He says "I can only give a sigh: so it's done. This is bad news for Europe, bad news for Poland. ... The status of Poles living there will not change for now, but we don't really know how much Britain's status will be changed."
He said negotiations on Britain's new ties with the EU can take between two and 15 years but others have urged the Brexit talks be held quickly.
European Parliament President Martin Schulz says the EU assembly will hold an emergency session next week following the U.K.'s decision to leave the bloc.
Schulz told reporters that the parliament would meet on Tuesday morning, ahead of a summit of EU leaders in Brussels where the Brexit vote will top the agenda.
He said the assembly must examine what steps to take next as Britain negotiates its departure, especially in light of British Prime Minister David Cameron's decision to leave office in October.
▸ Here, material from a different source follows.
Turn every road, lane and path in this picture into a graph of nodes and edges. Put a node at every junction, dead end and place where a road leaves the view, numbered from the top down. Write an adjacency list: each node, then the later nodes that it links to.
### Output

Dutch Prime Minister Mark Rutte is calling for a balanced disentanglement between the EU and Britain and said he did not see much interest in having a Dutch national referendum on EU membership as advocated by populist right-wing politician Geert Wilders.
Rutte said it was "important now, also in the interest of the Netherlands, is that we try to find a solution step-by-step and in a stable manner." He then headed off to Brussels to speak with top EU officials on the British referendum results.
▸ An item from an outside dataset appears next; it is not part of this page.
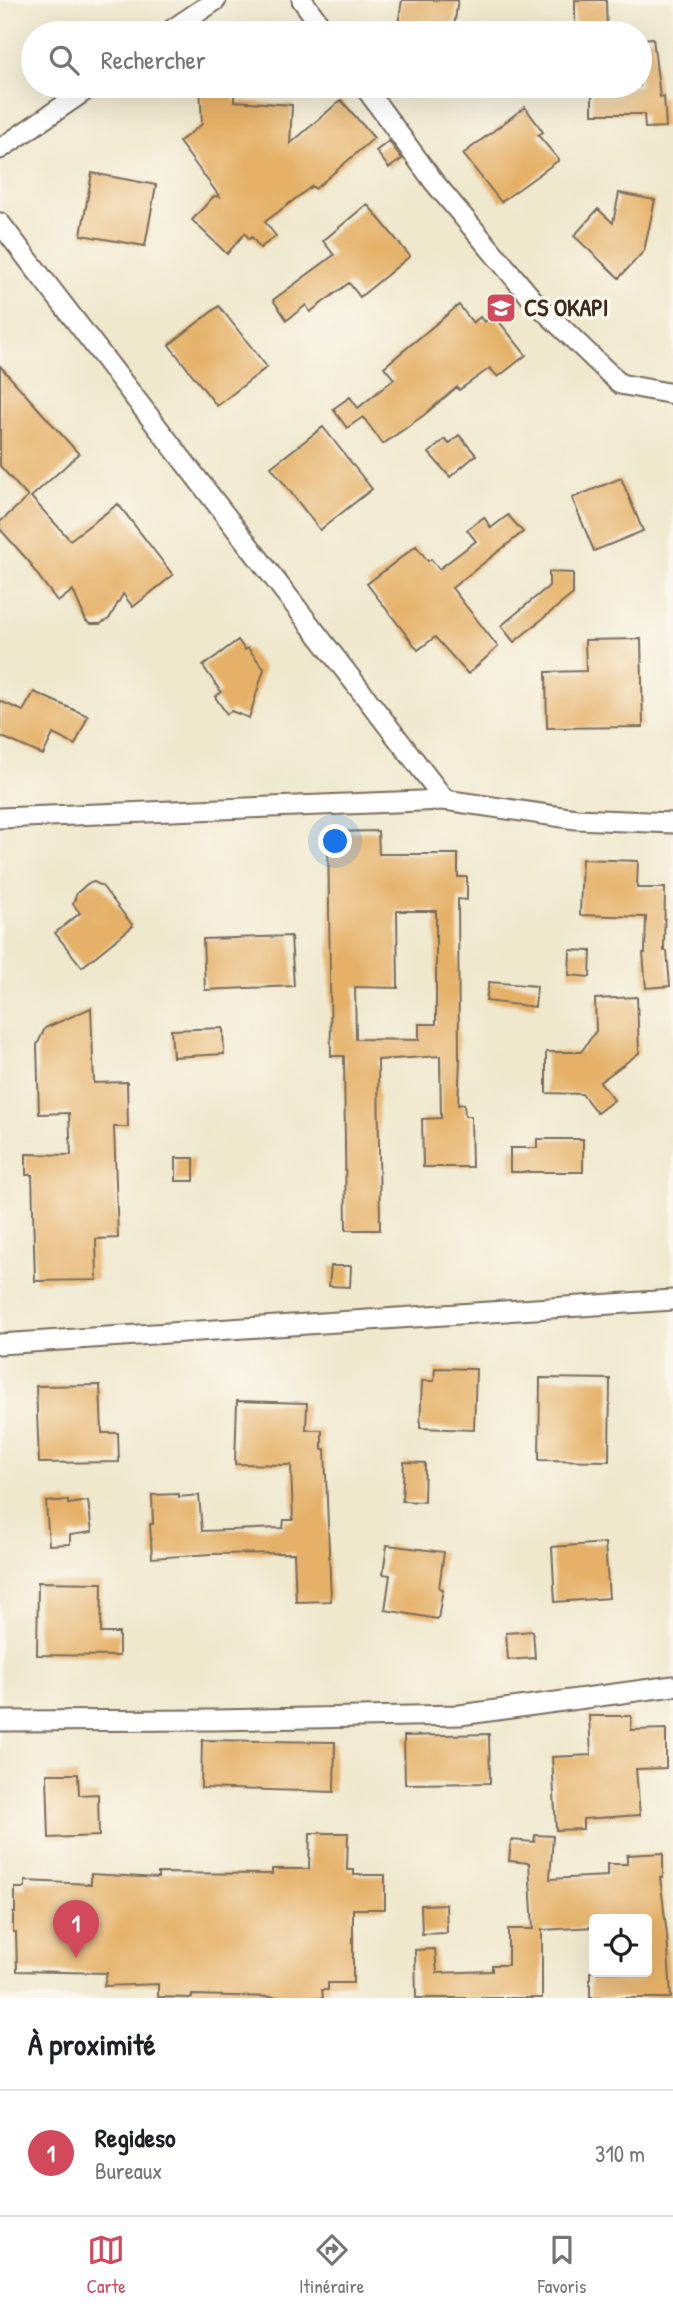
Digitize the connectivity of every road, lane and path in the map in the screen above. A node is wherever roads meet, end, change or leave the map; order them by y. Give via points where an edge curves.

Rutte dismissed Wilders' call for a Dutch vote on the EU, saying "I don't think the Dutch are currently interested in having a referendum on that."
The prime minister says the Dutch understand that "cooperation with other countries in a common market ... is vital for our country."
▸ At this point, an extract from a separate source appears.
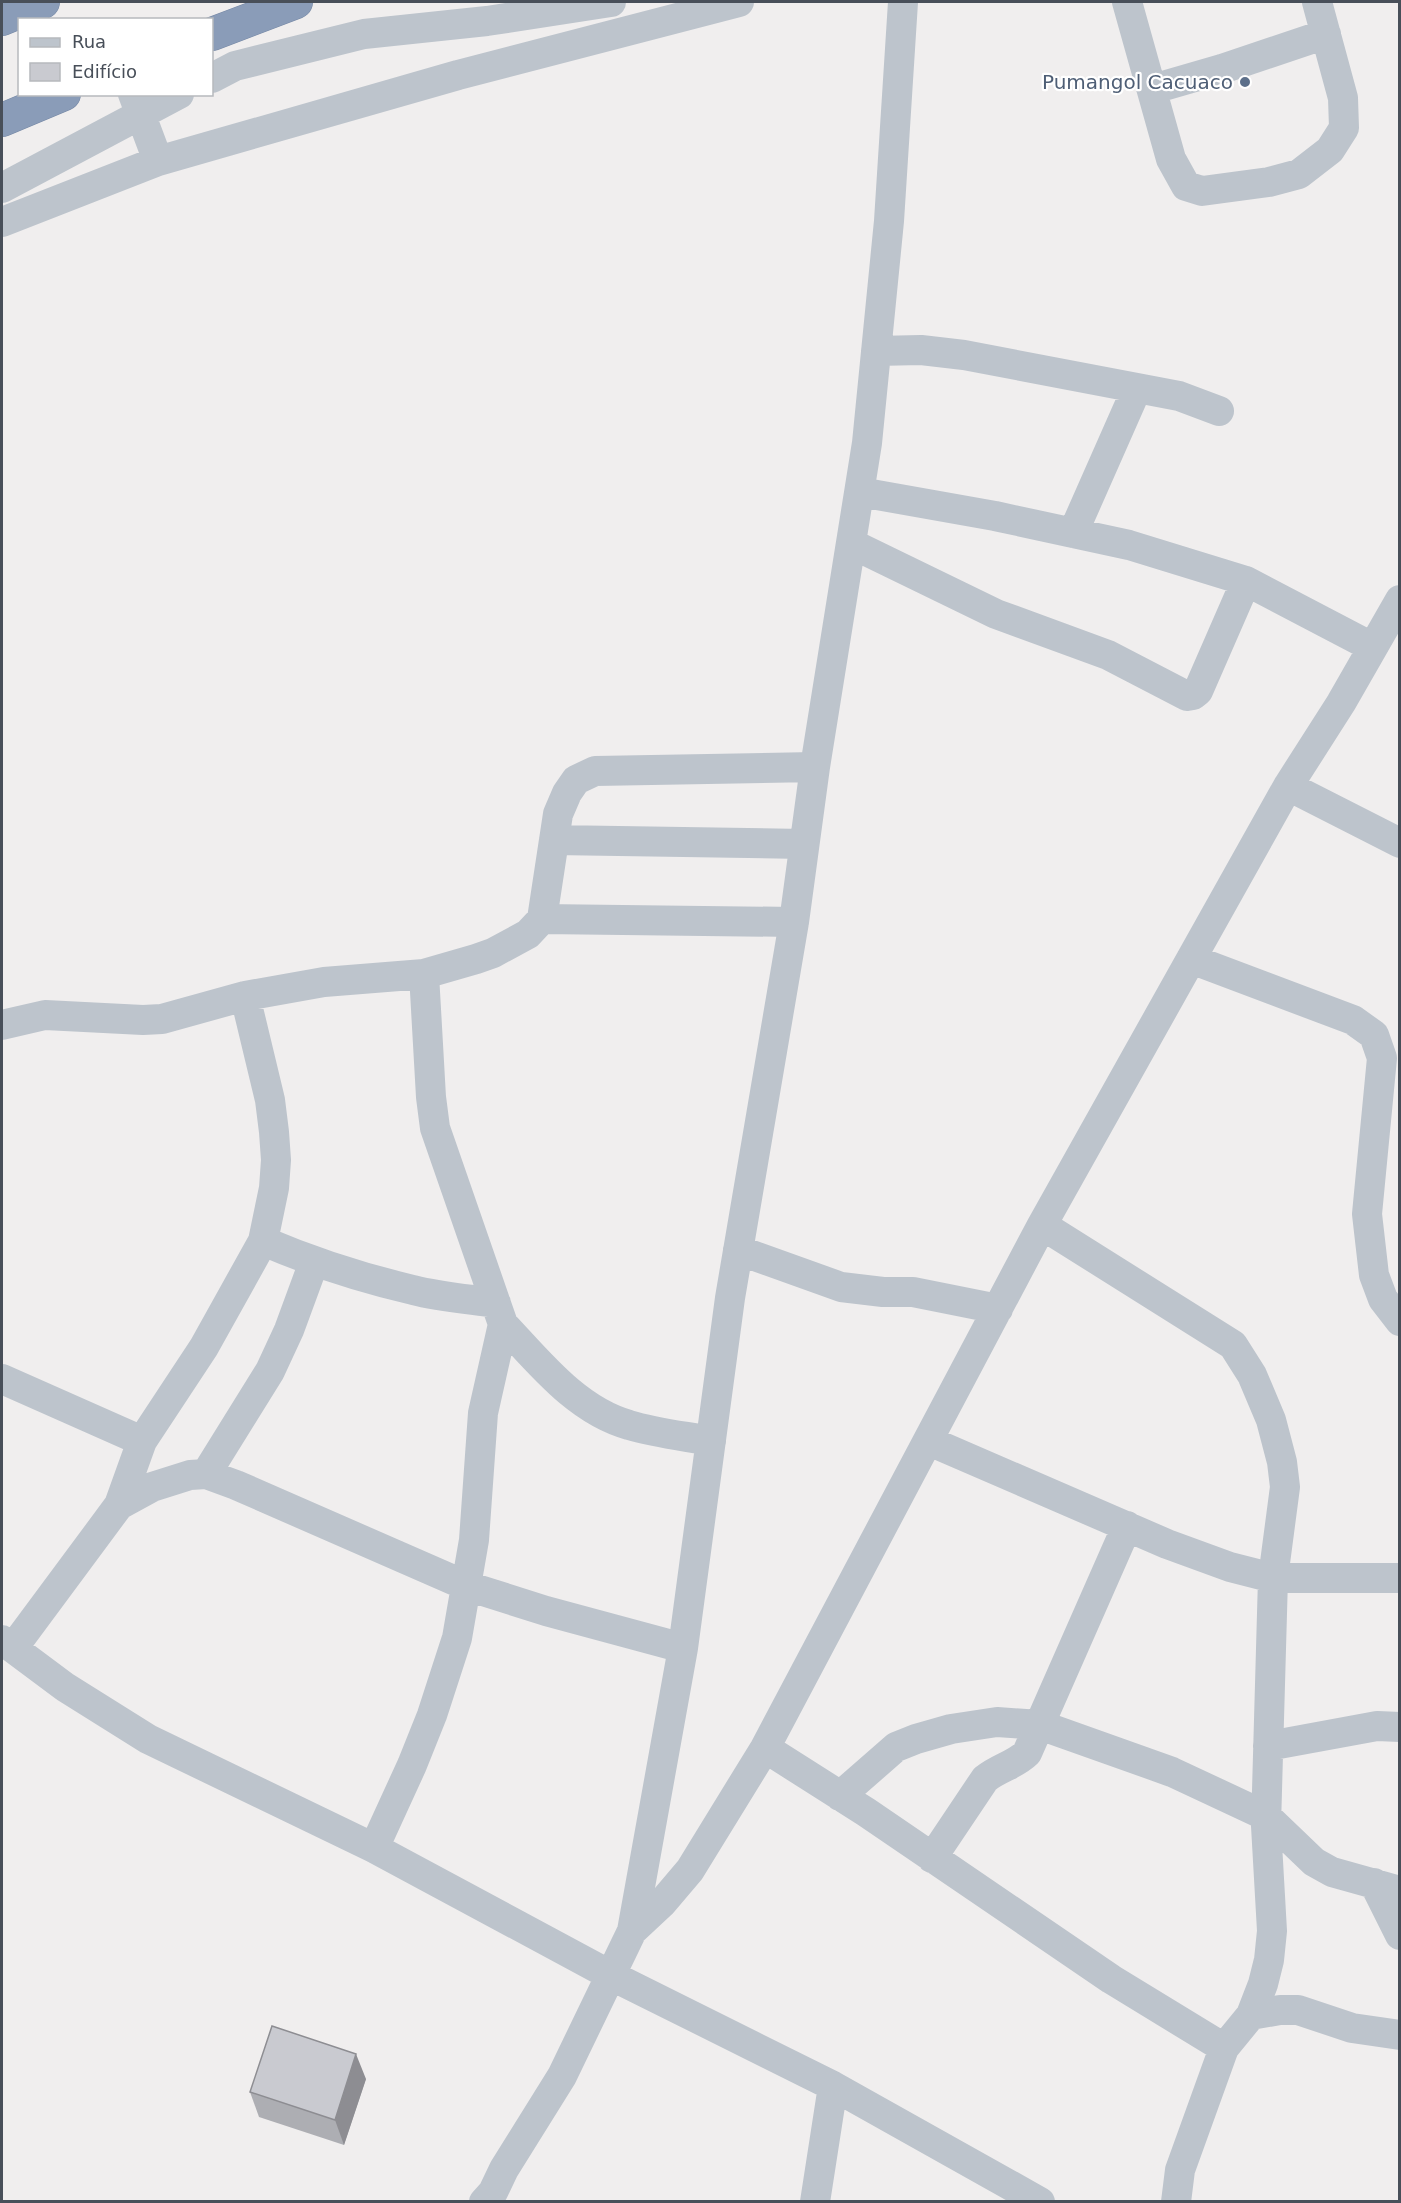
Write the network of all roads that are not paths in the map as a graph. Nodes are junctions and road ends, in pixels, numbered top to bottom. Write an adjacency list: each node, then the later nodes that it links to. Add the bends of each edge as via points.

Bank of England Gov. Mark Carney says the institution is prepared to deal with the market volatility that is under way following the Britain's decision to leave the European Union.
Carney says the bank has "engaged in extensive contingency planning" and he is in close contact with Treasury chief George Osborne.
Carney says that capital requirements for Britian's largest banks are 10 times higher than before the start of the 2008 financial crisis.
He says the Bank of England has stress tested the banks "against scenarios more severe than the country currently faces." Carney says UK banks have raised over 130 billion pounds of capital.
Tim Farron, the leader of the Liberal Democrats and a staunch backer of Britain remaining in the EU "was utterly gutted and heartbroken" by the outcome of the referendum.
"I accept the result but by golly I don't agree with it," he told the BBC on Friday.
Farron blamed the outcome on both Conservative Prime Minister David Cameron, for having "cheaply derided the European Union for a quick headline," and Labour leader Jeremy Corbyn, for "his abject failure to take this seriously."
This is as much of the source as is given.